为开发团队提供一致、可重复的应用环境是一项非结构化的混乱工作。工单系统、手动点击云控制台、散落在各处的Terraform脚本,这些方式不仅效率低下,而且极易引入配置漂移,导致开发、测试与生产环境之间的差异最终演变成线上故障。我们需要一个平台,让开发者能通过一个稳定的API,以声明式的方式自助申请所需资源组合,而无需关心底层是AWS、GCP还是私有机房。
这里的核心挑战在于构建一个健壮的控制平面,它需要将一个简单的业务意图(“我需要一个带PostgreSQL数据库和Redis缓存的后端环境”)转化为一系列具体的、幂等的基础设施操作。
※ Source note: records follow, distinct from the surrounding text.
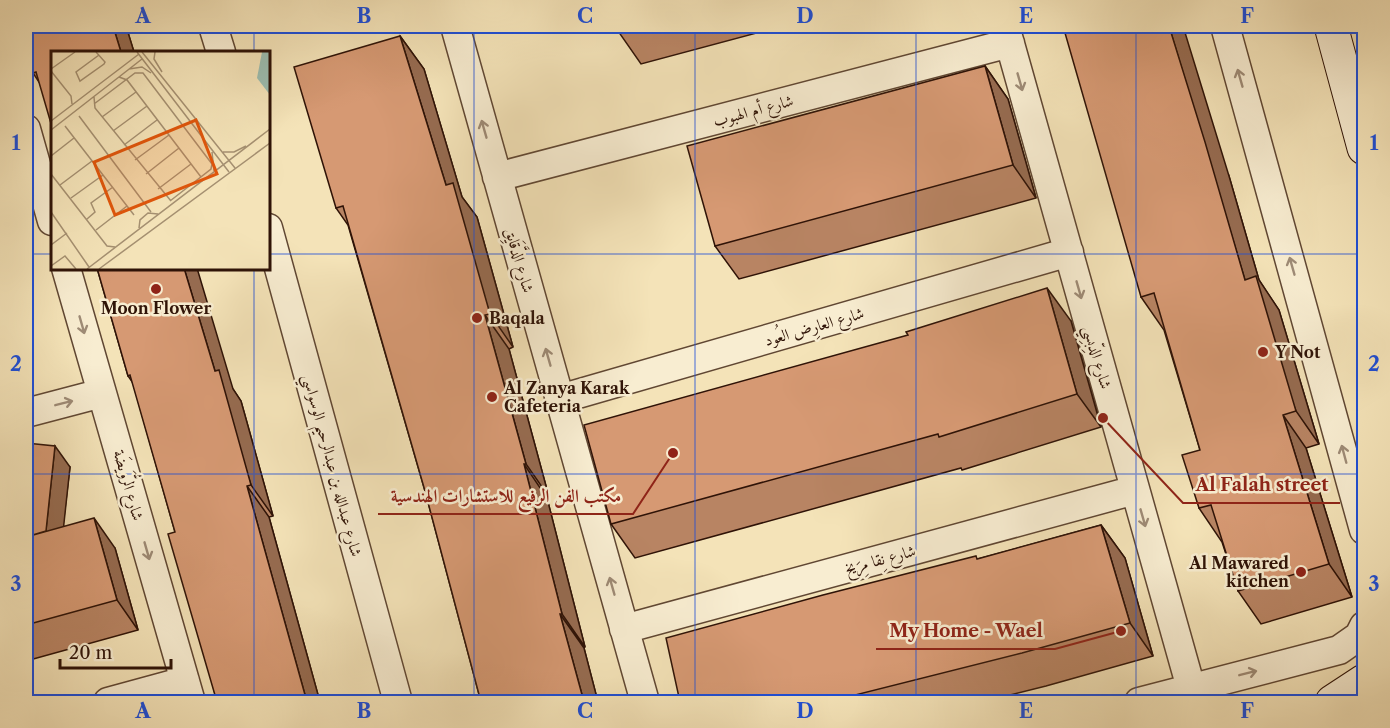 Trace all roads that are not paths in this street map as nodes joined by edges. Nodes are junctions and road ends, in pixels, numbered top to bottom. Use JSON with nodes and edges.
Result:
{"nodes":[{"id":1,"x":213,"y":26,"type":"edge"},
{"id":2,"x":455,"y":26,"type":"edge"},
{"id":3,"x":1225,"y":26,"type":"edge"},
{"id":4,"x":1331,"y":26,"type":"edge"},
{"id":5,"x":1007,"y":34,"type":"edge"},
{"id":6,"x":221,"y":51,"type":"edge"},
{"id":7,"x":26,"y":129,"type":"edge"},
{"id":8,"x":1365,"y":148,"type":"edge"},
{"id":9,"x":497,"y":177,"type":"junction"},
{"id":10,"x":41,"y":206,"type":"edge"},
{"id":11,"x":270,"y":235,"type":"edge"},
{"id":12,"x":1069,"y":252,"type":"junction"},
{"id":13,"x":67,"y":270,"type":"edge"},
{"id":14,"x":102,"y":393,"type":"junction"},
{"id":15,"x":560,"y":399,"type":"junction"},
{"id":16,"x":26,"y":413,"type":"edge"},
{"id":17,"x":1136,"y":490,"type":"junction"},
{"id":18,"x":1365,"y":530,"type":"edge"},
{"id":19,"x":1365,"y":626,"type":"edge"},
{"id":20,"x":624,"y":629,"type":"junction"},
{"id":21,"x":1365,"y":681,"type":"edge"},
{"id":22,"x":1191,"y":688,"type":"junction"},
{"id":23,"x":188,"y":692,"type":"edge"},
{"id":24,"x":1365,"y":699,"type":"edge"},
{"id":25,"x":108,"y":702,"type":"edge"},
{"id":26,"x":398,"y":702,"type":"edge"},
{"id":27,"x":645,"y":702,"type":"edge"},
{"id":28,"x":1139,"y":702,"type":"edge"},
{"id":29,"x":1332,"y":702,"type":"edge"},
{"id":30,"x":1351,"y":702,"type":"edge"}],
"edges":[{"from":1,"to":6,"type":"street"},
{"from":9,"to":2,"type":"street","name":"شارع الدَّقَايِق","one_way":true},
{"from":18,"to":3,"type":"street","one_way":true},
{"from":4,"to":8,"type":"main road"},
{"from":5,"to":9,"type":"street","name":"شارع أم الهبوب"},
{"from":5,"to":12,"type":"street","name":"شارع الدِّبسِي","one_way":true},
{"from":7,"to":10,"type":"street"},
{"from":15,"to":9,"type":"street","name":"شارع الدَّقَايِق","one_way":true},
{"from":11,"to":26,"type":"street","name":"شارع عبدالله بن عبدالرحيم الوسواسي"},
{"from":12,"to":15,"type":"street","name":"شارع العارِض العُود"},
{"from":12,"to":17,"type":"street","name":"شارع الدِّبسِي","one_way":true},
{"from":13,"to":14,"type":"street","name":"شارع الرُّوَيضَة","one_way":true},
{"from":16,"to":14,"type":"street","one_way":true},
{"from":14,"to":23,"type":"street","name":"شارع الرُّوَيضَة","one_way":true},
{"from":20,"to":15,"type":"street","name":"شارع الدَّقَايِق","one_way":true},
{"from":17,"to":20,"type":"street","name":"شارع نِقا مِرَيخ"},
{"from":17,"to":22,"type":"street","name":"شارع الدِّبسِي","one_way":true},
{"from":22,"to":19,"type":"street","one_way":true},
{"from":20,"to":27,"type":"street","name":"شارع الدَّقَايِق"},
{"from":21,"to":29,"type":"main road"},
{"from":22,"to":28,"type":"street"},
{"from":23,"to":25,"type":"street"},
{"from":24,"to":30,"type":"main road"}]} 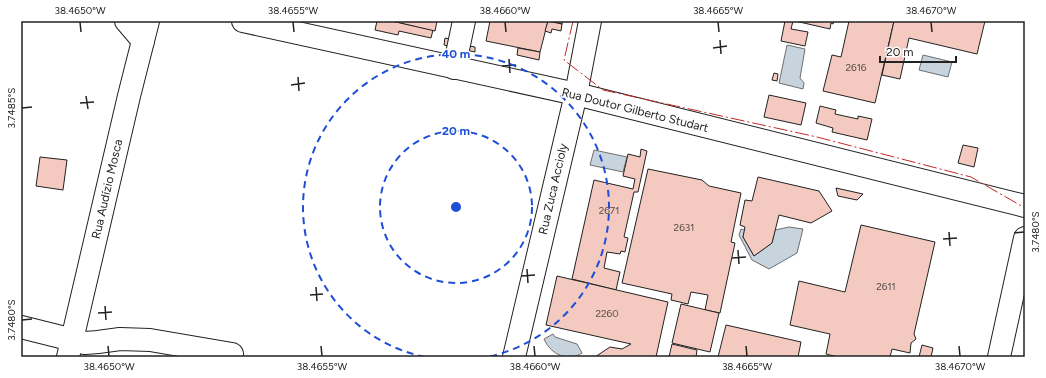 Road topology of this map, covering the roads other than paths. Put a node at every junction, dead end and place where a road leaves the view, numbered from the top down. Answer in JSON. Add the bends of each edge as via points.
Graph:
{"nodes":[{"id":1,"x":126,"y":21,"type":"edge"},
{"id":2,"x":243,"y":21,"type":"edge"},
{"id":3,"x":464,"y":21,"type":"edge"},
{"id":4,"x":590,"y":21,"type":"edge"},
{"id":5,"x":146,"y":31,"type":"edge"},
{"id":6,"x":454,"y":68,"type":"junction"},
{"id":7,"x":576,"y":94,"type":"junction"},
{"id":8,"x":1025,"y":206,"type":"edge"},
{"id":9,"x":1025,"y":238,"type":"edge"},
{"id":10,"x":21,"y":327,"type":"edge"},
{"id":11,"x":70,"y":349,"type":"edge"},
{"id":12,"x":232,"y":354,"type":"dead end"},
{"id":13,"x":514,"y":357,"type":"edge"},
{"id":14,"x":999,"y":357,"type":"edge"}],
"edges":[{"from":1,"to":5,"type":"street"},
{"from":2,"to":6,"type":"street","name":"Rua Doutor Gilberto Studart"},
{"from":3,"to":6,"type":"street"},
{"from":4,"to":7,"type":"street","name":"Rua Zuca Accioly"},
{"from":5,"to":11,"type":"street","name":"Rua Audízio Mosca"},
{"from":6,"to":7,"type":"street","name":"Rua Doutor Gilberto Studart"},
{"from":7,"to":8,"type":"street","name":"Rua Doutor Gilberto Studart"},
{"from":7,"to":13,"type":"street","name":"Rua Zuca Accioly"},
{"from":9,"to":14,"type":"street"},
{"from":10,"to":11,"type":"street"},
{"from":11,"to":12,"type":"street","via":[[85,343],[120,339],[150,340]]}]} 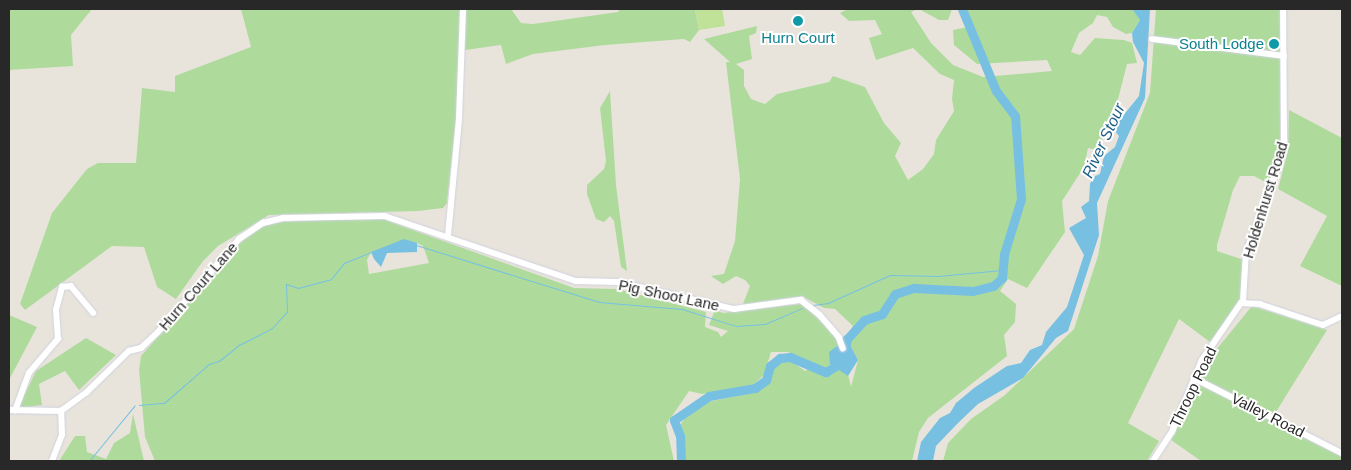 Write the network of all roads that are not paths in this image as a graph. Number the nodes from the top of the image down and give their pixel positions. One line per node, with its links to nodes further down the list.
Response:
1 (463, 9): 5 (street)
2 (1283, 9): 4 (street, Holdenhurst Road)
3 (1152, 40): 4 (street)
4 (1284, 56): 6 (street, Holdenhurst Road)
5 (448, 236): 9 (street, Pig Shoot Lane); 12 (street, Hurn Court Lane)
6 (1243, 302): 8 (street); 10 (street, Throop Road)
7 (94, 312): 11 (street)
8 (1342, 316)
9 (843, 348)
10 (1194, 378): 13 (street, Valley Road); 15 (street, Throop Road)
11 (12, 410): 12 (street)
12 (62, 411): 14 (street)
13 (1342, 453)
14 (52, 461)
15 (1153, 461) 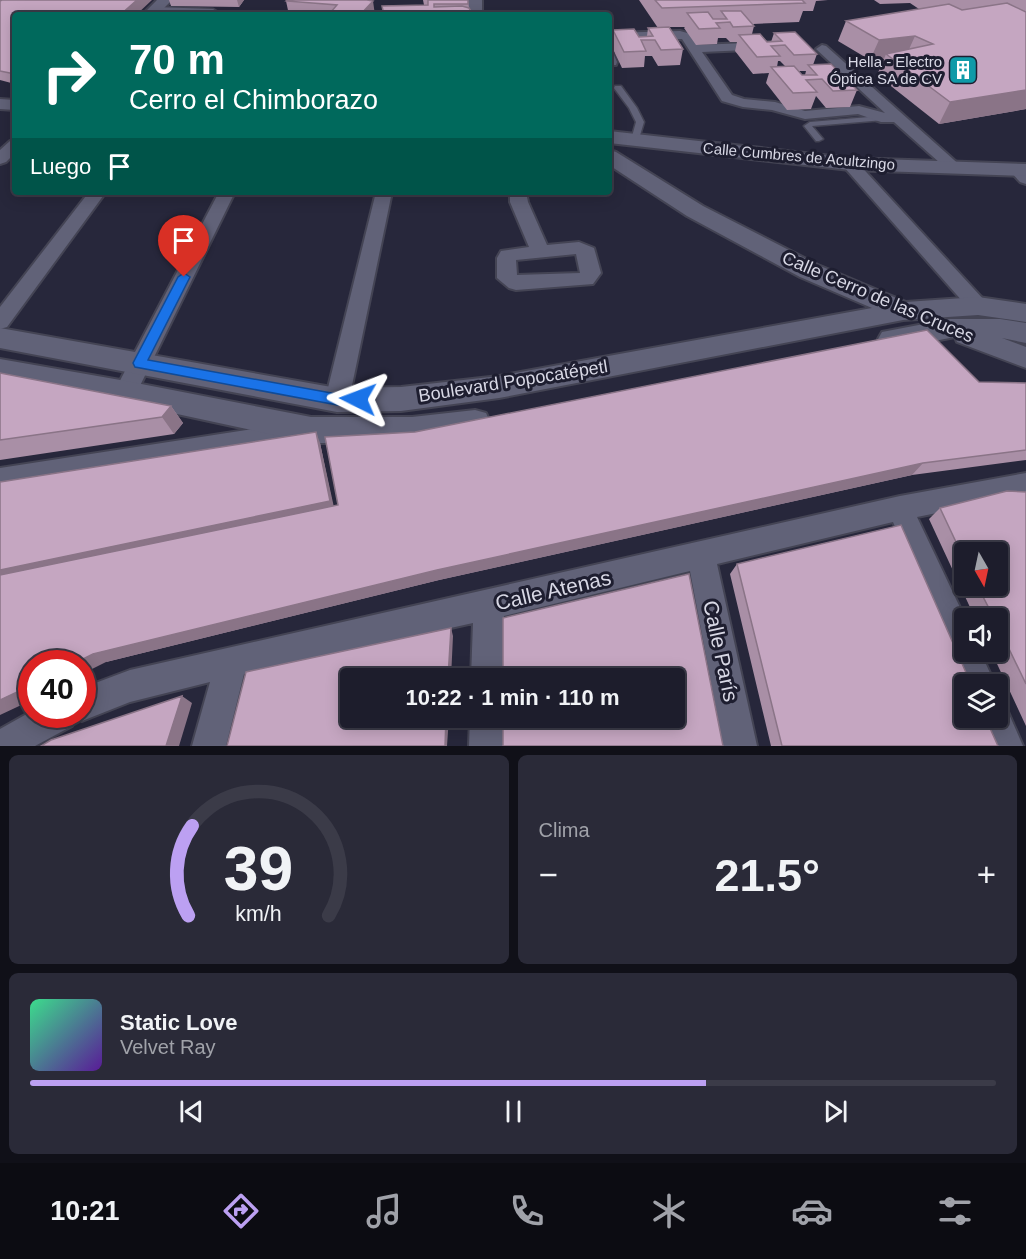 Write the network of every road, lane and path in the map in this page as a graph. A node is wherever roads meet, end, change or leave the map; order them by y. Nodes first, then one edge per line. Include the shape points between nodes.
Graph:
1 (612, 37) edge
2 (783, 45) edge
3 (695, 49) junction
4 (822, 49) dead end
5 (618, 88) dead end
6 (898, 117) junction
7 (881, 118) junction
8 (612, 137) edge
9 (819, 139) dead end
10 (635, 140) junction
11 (12, 147) edge
12 (612, 158) edge
13 (0, 159) edge
14 (849, 164) junction
15 (955, 168) junction
16 (1023, 173) edge
17 (96, 195) edge
18 (224, 195) edge
19 (383, 195) edge
20 (518, 195) edge
21 (540, 251) dead end
22 (978, 306) junction
23 (903, 310) junction
24 (1026, 313) edge
25 (0, 322) edge
26 (950, 328) junction
27 (1026, 333) edge
28 (0, 338) edge
29 (820, 353) edge
30 (1026, 358) edge
31 (140, 363) junction
32 (0, 370) edge
33 (126, 392) junction
34 (337, 400) junction
35 (504, 416) edge
36 (311, 430) junction
37 (0, 479) edge
38 (1026, 484) edge
39 (900, 508) junction
40 (701, 555) junction
41 (489, 605) junction
42 (232, 661) junction
43 (487, 668) edge
44 (975, 674) edge
45 (96, 699) edge
46 (35, 728) edge
47 (487, 728) edge
48 (998, 728) edge
49 (2, 746) edge
50 (209, 746) edge
51 (486, 746) edge
52 (740, 746) edge
53 (1006, 746) edge

1 - 3 street via 684,36
2 - 3 street
3 - 7 street via 727,98 733,101 805,115 855,105
4 - 6 street
5 - 10 lane via 640,122
6 - 7 street
6 - 15 street
7 - 9 lane via 810,124
8 - 10 street, Calle Cumbres de Acultzingo
10 - 14 street, Calle Cumbres de Acultzingo
11 - 13 street
12 - 23 street, Calle Cerro de las Cruces via 695,211 808,271
14 - 15 street, Calle Cumbres de Acultzingo
14 - 22 street
15 - 16 street, Calle Cumbres de Acultzingo
17 - 25 street
18 - 31 street
19 - 34 street
20 - 21 street
22 - 23 street, Boulevard Popocatépetl
22 - 24 street, Boulevard Popocatépetl
23 - 26 street, Calle Cerro de las Cruces
23 - 34 street, Boulevard Popocatépetl via 454,394
26 - 27 street via 1000,328
26 - 29 street
26 - 30 street, Calle Cerro de las Cruces
28 - 31 street, Boulevard Popocatépetl
31 - 33 street
31 - 34 street, Boulevard Popocatépetl
32 - 33 street, Boulevard Popocatépetl
33 - 36 street, Boulevard Popocatépetl
35 - 36 street, Boulevard Popocatépetl via 412,430
36 - 37 street, Boulevard Popocatépetl
38 - 39 street, Calle Atenas
39 - 40 street, Calle Atenas
39 - 44 street
40 - 41 street, Calle Atenas
40 - 52 street, Calle París
41 - 42 street, Calle Atenas
41 - 43 street
42 - 45 street, Calle Atenas via 129,686
42 - 50 street
46 - 49 street
47 - 51 street
48 - 53 street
我们将通过组合一系列看似无关的技术来构建这个控制平面的原型:Crossplane作为基础设施的统一声明式API层,一个Go服务作为核心控制器来处理业务逻辑与API转换,一个高性能的Rust服务用于实时状态监控与事件通知,以及一个Headless UI组件概念作为交互界面。
整个系统的架构设计如下:
graph TD
subgraph "开发者界面 (React + Headless UI)"
A[表单: 创建新环境] -->|POST /api/v1/environments| B(Go API Controller)
C[UI状态: Provisioning...] -->|WebSocket| D{Rust Status Watcher}
end
subgraph "Kubernetes 控制平面"
B -- 1. 创建 --> E(Custom Resource: ApplicationEnvironment)
E -- 2. Crossplane调谐 --> F[Composition: aws-standard-env]
F -- 3. 实例化 --> G((Managed Resource: AWS RDS))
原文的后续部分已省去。